Un giorno, durante una mensa scioloastica, una mia alunna di 9 anni mi ha detto una frase che non scorderò mai. Parole testuali: «Sai, maestro, prima di essere in questa classe con Matteo – un compagno disabie seguito per 24 ore su 40 certificate dall’Asl – a me, quei bambini come lui, facevano un po’ paura. E anche un po’ schifo. Perché non li conoscevo. Invece adesso ho capito che sono bambini come noi e capiscono, si emozionano, ci puoi parlare… Non mi fanno più schifo, ma tenerezza. Non mi fanno più paura».
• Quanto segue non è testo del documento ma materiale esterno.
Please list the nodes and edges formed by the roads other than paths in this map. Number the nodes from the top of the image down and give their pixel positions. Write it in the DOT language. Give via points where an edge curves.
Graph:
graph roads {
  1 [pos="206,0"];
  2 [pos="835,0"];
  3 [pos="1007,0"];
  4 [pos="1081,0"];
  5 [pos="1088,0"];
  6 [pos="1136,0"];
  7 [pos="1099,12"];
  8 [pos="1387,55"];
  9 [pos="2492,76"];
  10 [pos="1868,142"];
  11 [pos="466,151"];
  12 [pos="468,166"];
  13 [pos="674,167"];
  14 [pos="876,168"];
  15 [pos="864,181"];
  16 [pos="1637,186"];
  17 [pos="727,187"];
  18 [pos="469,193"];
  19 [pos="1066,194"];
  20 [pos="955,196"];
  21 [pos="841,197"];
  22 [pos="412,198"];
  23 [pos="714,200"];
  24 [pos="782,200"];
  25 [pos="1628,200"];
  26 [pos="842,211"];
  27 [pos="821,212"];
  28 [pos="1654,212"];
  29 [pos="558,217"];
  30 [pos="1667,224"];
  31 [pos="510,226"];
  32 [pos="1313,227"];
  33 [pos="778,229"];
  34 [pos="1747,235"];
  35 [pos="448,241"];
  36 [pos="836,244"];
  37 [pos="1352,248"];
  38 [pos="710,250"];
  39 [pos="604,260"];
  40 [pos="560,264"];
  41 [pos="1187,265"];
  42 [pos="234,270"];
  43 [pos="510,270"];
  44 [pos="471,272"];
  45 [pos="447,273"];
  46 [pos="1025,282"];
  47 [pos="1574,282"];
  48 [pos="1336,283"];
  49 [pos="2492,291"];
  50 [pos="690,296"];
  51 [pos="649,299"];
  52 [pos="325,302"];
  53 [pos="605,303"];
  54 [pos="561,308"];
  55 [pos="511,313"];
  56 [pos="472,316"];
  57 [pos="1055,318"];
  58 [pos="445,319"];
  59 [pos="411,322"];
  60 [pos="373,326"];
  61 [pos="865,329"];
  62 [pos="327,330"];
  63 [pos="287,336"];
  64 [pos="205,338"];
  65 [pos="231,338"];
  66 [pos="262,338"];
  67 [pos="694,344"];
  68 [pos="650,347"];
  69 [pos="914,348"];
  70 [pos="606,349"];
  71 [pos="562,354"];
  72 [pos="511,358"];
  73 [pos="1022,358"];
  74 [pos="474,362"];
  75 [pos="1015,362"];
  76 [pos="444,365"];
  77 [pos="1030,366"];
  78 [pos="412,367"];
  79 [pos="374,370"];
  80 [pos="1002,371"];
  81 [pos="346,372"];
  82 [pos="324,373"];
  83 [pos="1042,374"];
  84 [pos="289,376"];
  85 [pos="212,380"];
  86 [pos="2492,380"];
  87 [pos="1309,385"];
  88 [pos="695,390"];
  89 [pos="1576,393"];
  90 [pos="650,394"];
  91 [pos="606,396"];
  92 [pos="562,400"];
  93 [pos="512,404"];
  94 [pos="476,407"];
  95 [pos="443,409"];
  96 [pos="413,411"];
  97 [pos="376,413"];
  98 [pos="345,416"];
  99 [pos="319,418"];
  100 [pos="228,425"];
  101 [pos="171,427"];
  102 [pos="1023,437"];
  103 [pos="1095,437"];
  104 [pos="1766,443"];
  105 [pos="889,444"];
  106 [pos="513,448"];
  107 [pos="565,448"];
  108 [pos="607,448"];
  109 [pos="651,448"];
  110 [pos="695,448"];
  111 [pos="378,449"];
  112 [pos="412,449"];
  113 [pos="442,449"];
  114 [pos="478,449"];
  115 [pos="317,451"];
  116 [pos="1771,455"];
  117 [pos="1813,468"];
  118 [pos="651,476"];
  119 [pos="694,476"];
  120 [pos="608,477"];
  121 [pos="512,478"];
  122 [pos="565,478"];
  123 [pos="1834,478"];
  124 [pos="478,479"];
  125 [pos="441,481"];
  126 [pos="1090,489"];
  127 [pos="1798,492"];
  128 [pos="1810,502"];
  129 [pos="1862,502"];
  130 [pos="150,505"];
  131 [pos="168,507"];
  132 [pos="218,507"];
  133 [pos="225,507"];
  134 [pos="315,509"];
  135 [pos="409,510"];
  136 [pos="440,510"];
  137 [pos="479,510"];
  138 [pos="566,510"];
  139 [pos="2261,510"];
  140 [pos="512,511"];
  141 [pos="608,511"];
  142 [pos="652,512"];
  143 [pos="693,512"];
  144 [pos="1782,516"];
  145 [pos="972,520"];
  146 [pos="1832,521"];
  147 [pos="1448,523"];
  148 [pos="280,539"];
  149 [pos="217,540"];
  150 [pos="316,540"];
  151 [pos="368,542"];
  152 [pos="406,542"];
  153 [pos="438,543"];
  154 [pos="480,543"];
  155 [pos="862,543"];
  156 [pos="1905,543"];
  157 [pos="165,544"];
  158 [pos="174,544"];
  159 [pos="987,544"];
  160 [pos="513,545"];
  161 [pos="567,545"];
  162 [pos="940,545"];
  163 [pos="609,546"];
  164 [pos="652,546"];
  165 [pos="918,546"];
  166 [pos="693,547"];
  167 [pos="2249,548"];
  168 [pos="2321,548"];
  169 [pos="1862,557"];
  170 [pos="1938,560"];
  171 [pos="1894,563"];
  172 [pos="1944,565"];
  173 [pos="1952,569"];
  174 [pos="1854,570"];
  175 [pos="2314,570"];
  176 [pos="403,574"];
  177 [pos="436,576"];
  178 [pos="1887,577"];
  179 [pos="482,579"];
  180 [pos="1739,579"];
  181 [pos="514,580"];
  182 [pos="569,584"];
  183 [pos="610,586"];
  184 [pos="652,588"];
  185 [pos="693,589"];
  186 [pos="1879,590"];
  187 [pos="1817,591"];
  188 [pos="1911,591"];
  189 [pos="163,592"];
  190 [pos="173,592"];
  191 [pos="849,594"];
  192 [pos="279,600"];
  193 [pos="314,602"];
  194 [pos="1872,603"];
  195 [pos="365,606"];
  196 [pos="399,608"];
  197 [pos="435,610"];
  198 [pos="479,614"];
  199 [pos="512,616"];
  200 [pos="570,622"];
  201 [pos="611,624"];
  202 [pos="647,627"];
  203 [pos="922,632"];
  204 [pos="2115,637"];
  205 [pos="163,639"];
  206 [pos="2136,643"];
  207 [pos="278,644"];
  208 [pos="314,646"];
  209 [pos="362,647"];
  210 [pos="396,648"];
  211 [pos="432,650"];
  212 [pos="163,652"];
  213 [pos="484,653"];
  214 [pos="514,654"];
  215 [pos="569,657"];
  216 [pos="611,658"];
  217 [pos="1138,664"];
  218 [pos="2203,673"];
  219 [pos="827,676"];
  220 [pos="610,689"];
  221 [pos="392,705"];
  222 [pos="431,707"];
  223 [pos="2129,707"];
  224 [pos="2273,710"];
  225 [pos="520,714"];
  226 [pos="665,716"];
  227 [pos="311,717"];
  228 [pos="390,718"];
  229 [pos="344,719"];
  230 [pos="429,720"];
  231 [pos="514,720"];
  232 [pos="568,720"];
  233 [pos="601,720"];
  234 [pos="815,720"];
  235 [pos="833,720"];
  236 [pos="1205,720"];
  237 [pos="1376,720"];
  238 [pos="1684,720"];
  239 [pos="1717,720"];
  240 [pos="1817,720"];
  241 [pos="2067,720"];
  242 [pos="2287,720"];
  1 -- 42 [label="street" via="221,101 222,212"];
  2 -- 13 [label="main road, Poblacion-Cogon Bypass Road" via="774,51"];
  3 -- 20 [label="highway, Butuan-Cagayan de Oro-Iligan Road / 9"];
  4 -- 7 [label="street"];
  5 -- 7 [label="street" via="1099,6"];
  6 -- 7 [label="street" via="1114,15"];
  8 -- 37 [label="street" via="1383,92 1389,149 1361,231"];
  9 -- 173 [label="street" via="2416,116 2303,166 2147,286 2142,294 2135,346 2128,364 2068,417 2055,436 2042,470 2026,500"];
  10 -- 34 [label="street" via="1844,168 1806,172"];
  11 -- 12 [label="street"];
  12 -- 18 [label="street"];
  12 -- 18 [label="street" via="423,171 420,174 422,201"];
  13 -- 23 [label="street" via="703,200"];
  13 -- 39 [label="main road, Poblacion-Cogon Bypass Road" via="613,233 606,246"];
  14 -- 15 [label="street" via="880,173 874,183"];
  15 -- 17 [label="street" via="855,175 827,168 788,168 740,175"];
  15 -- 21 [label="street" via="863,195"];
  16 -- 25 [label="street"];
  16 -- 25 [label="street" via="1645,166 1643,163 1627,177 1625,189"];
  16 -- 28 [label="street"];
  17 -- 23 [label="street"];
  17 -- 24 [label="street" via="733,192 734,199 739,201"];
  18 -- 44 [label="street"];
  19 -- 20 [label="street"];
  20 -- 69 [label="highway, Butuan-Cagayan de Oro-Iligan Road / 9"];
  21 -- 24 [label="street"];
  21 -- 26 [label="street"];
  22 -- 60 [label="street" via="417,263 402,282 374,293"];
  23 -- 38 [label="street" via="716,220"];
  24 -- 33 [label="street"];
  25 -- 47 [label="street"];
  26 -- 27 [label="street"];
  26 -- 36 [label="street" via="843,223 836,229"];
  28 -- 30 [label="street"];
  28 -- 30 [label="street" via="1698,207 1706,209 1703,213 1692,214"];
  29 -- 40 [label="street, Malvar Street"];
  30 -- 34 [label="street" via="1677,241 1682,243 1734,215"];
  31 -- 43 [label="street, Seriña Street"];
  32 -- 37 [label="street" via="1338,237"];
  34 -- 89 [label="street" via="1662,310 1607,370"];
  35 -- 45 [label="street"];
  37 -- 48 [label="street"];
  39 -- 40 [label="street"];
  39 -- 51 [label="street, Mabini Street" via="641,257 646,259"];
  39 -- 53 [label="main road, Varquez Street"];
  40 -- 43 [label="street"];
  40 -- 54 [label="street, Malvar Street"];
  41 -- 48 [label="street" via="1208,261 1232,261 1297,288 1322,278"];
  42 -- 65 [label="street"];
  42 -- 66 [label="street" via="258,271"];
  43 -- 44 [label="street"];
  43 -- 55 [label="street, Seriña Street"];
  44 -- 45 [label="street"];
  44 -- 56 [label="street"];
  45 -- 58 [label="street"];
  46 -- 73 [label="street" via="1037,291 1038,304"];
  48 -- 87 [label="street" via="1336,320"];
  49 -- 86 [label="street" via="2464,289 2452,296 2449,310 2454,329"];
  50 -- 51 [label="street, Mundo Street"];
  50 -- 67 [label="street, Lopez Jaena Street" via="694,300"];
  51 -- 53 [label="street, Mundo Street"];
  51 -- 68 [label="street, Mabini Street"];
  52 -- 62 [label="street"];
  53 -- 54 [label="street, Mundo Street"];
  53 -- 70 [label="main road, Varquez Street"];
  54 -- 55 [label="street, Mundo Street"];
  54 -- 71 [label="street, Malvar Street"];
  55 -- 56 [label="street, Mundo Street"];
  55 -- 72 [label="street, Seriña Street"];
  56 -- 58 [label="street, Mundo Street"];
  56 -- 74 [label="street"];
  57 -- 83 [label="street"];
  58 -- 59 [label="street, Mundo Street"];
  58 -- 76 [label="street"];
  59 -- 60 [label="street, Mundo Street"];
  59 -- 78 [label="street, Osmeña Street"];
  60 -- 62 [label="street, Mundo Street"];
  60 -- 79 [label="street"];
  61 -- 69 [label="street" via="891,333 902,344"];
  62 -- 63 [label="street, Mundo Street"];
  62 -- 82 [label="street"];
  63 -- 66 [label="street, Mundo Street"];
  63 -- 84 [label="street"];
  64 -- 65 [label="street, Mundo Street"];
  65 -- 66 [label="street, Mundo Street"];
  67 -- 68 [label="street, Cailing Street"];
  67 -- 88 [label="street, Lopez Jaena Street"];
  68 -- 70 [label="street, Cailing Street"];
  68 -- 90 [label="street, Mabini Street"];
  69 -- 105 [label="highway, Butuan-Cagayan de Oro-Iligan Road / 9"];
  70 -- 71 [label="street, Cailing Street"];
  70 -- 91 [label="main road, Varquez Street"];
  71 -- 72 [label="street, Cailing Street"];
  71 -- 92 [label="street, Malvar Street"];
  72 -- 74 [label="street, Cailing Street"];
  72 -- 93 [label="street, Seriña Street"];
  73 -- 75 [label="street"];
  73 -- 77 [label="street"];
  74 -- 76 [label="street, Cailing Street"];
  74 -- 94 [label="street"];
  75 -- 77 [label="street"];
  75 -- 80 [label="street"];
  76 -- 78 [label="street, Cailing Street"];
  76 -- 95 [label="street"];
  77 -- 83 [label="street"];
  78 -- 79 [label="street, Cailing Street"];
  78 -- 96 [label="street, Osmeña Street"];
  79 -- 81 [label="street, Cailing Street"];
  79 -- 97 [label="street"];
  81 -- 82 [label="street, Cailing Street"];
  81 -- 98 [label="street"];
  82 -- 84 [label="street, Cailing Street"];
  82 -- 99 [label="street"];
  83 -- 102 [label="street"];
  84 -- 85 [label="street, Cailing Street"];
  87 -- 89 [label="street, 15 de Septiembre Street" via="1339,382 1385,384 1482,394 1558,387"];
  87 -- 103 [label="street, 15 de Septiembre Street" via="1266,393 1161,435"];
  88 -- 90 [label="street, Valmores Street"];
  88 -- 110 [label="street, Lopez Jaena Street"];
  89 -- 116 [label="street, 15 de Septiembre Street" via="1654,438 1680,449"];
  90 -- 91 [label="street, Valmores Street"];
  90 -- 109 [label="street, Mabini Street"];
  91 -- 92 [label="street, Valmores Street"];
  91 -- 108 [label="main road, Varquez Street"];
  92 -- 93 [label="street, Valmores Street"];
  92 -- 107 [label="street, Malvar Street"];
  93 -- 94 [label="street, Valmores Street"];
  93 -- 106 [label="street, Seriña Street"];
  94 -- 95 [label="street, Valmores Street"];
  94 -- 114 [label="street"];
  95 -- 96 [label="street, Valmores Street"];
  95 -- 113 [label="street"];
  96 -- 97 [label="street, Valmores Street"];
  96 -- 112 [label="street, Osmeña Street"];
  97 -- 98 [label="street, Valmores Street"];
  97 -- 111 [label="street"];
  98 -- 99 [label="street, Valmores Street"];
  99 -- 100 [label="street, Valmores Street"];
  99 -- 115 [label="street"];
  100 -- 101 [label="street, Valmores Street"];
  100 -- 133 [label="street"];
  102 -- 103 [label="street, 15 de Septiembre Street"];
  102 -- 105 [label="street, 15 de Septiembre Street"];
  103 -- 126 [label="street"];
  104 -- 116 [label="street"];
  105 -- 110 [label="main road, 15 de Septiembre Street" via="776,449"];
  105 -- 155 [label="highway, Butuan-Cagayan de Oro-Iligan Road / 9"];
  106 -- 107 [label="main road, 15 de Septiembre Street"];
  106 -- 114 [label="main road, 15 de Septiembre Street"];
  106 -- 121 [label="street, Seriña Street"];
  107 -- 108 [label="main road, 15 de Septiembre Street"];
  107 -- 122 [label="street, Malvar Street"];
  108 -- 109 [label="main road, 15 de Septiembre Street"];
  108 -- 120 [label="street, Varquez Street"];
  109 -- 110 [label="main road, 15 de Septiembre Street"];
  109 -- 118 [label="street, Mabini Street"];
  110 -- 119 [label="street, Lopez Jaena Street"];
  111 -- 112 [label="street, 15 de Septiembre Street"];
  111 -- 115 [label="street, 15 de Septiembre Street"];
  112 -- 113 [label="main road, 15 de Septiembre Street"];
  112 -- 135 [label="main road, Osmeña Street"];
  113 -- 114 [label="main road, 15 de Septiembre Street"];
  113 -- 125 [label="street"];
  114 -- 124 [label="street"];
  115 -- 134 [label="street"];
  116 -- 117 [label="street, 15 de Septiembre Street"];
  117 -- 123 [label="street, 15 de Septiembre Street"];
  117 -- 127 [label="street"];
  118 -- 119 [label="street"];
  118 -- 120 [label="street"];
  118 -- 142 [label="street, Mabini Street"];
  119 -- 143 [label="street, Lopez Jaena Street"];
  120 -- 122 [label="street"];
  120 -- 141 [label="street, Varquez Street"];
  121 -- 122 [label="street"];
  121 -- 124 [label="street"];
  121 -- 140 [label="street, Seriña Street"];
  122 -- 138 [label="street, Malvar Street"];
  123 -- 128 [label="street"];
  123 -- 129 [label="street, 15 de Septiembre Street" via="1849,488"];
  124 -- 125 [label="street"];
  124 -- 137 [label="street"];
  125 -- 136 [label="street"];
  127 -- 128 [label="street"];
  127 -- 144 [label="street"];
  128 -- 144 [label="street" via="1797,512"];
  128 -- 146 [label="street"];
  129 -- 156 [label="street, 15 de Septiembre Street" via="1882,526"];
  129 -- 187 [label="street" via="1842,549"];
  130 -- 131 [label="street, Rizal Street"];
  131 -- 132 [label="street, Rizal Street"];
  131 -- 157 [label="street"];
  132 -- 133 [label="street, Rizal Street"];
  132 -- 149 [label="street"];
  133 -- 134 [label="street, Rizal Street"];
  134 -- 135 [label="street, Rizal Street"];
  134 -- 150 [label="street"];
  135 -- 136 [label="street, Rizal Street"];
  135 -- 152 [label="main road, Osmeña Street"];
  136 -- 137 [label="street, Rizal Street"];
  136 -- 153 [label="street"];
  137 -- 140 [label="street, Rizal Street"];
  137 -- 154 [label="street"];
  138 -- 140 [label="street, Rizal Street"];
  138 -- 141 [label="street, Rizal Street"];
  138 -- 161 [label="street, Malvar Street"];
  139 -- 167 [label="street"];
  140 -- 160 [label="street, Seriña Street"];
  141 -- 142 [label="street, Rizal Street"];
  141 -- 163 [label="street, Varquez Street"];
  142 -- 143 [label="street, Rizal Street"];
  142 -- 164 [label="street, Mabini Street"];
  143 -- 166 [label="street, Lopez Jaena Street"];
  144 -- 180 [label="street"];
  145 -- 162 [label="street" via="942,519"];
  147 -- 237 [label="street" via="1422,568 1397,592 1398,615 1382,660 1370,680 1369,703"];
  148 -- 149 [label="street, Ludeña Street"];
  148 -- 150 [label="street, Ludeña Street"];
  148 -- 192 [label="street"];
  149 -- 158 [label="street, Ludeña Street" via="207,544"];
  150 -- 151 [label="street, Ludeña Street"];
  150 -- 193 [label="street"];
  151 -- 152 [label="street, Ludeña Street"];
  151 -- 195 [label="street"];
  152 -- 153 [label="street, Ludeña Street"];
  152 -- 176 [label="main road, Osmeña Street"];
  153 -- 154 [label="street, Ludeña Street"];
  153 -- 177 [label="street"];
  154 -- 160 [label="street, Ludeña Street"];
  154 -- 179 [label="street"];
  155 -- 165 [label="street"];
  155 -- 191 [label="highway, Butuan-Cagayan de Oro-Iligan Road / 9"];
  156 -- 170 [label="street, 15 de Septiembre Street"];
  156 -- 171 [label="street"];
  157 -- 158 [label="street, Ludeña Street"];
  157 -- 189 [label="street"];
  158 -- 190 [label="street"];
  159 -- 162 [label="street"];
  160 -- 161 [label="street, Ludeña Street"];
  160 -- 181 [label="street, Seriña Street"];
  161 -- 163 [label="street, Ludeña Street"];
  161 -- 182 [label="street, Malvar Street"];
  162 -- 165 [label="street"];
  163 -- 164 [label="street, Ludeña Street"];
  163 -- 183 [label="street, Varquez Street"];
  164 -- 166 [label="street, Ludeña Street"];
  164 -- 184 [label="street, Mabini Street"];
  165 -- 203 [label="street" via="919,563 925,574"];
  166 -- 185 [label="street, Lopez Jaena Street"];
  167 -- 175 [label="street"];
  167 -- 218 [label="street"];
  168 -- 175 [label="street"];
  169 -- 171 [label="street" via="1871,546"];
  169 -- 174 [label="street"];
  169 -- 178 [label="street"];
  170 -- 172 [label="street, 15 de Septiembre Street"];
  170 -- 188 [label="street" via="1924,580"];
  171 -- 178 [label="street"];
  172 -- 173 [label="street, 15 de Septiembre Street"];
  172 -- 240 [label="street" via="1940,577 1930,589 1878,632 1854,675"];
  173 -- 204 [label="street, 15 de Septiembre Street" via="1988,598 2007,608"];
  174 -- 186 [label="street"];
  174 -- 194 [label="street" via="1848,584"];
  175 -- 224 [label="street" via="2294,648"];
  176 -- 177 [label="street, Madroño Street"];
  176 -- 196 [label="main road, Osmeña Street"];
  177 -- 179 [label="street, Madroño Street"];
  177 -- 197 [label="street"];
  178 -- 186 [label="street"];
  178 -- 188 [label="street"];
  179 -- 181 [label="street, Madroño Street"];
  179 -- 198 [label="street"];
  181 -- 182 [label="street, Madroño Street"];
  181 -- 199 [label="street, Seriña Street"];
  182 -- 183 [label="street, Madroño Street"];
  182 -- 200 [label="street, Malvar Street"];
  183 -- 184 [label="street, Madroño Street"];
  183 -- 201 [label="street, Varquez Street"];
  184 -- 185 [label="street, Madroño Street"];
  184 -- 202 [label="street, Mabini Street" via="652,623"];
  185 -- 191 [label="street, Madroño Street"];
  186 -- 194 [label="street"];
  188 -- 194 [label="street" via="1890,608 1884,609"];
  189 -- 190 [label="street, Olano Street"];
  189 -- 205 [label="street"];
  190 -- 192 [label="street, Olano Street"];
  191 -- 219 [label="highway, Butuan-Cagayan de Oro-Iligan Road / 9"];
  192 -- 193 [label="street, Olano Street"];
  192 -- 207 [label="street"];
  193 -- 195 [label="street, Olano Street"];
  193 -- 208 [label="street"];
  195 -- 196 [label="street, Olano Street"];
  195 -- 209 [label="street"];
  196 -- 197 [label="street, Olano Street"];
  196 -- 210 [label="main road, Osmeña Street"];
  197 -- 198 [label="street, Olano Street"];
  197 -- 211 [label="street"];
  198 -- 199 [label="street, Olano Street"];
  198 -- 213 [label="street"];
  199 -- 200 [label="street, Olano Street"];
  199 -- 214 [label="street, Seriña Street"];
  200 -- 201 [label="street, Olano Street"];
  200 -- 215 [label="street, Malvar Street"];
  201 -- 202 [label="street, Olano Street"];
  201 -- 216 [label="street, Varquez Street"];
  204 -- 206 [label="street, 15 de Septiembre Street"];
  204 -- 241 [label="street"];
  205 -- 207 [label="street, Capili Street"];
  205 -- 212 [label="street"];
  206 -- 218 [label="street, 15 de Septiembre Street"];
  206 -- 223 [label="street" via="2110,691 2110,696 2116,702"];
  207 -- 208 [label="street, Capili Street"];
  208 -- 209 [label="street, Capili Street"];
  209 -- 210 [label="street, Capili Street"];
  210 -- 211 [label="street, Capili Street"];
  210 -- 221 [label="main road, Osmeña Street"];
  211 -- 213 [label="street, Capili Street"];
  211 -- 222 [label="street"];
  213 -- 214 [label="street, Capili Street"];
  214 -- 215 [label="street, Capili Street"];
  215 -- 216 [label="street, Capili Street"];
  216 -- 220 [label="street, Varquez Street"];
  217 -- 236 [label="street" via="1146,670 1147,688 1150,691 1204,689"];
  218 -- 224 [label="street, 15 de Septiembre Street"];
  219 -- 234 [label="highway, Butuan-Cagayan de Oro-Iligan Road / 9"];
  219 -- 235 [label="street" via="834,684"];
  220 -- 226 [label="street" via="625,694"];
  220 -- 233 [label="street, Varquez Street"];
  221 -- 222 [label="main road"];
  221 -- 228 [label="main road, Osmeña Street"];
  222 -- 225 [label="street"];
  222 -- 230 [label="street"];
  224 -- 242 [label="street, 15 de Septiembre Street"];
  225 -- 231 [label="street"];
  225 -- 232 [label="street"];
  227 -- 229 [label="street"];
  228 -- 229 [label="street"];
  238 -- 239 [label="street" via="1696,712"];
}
Basterebbero queste parole per giustificare, se mai ce ne fosse bisogno, la presenza dei bambini diversamente abili nelle classi dei nostri figli. Un valore aggiunto non solo per loro, ma per i nostri figli. Ma si potrebbe anche parlare della loro inclusione come una delle qualità maggiori della nostra scuola pubblica che, fino al 2008, era studiata in tutto il mondo: perché rappresentava non solo una conquista di civiltà, ma anche, nell’ampio perioro, un risparmio economico. Oppure basterebbe ascoltare le parole di un esperto internazionale del problema come il professor Canevaro, fino al 2008 consulente del ministero all’Istruzione, che in quell’anno, per protesta, diede le sue dimissioni motivandole in modo ineccepibile senza che nessun media ne parlasse. Peccato che dal 2008, con i tagli fortissimi ai docenti di sostegno, oggi a scuola si rischi di promuovere il razzismo tra i genitori. Invece della solidarietà a chi ha più difficoltà e meno opportunità iniziali. Perché questi alunni spesso ricadono sui docenti di classe già tartassati. Perché in tanti dicono che con loro in classe si rallenta il famoso programma. Perché nessun docente, purtroppo, possiede ancora il donno dell’ubiquità. E così i bambinin diversamente abili smettono di essere bambini e, improvvisamente, diventano solo un problema.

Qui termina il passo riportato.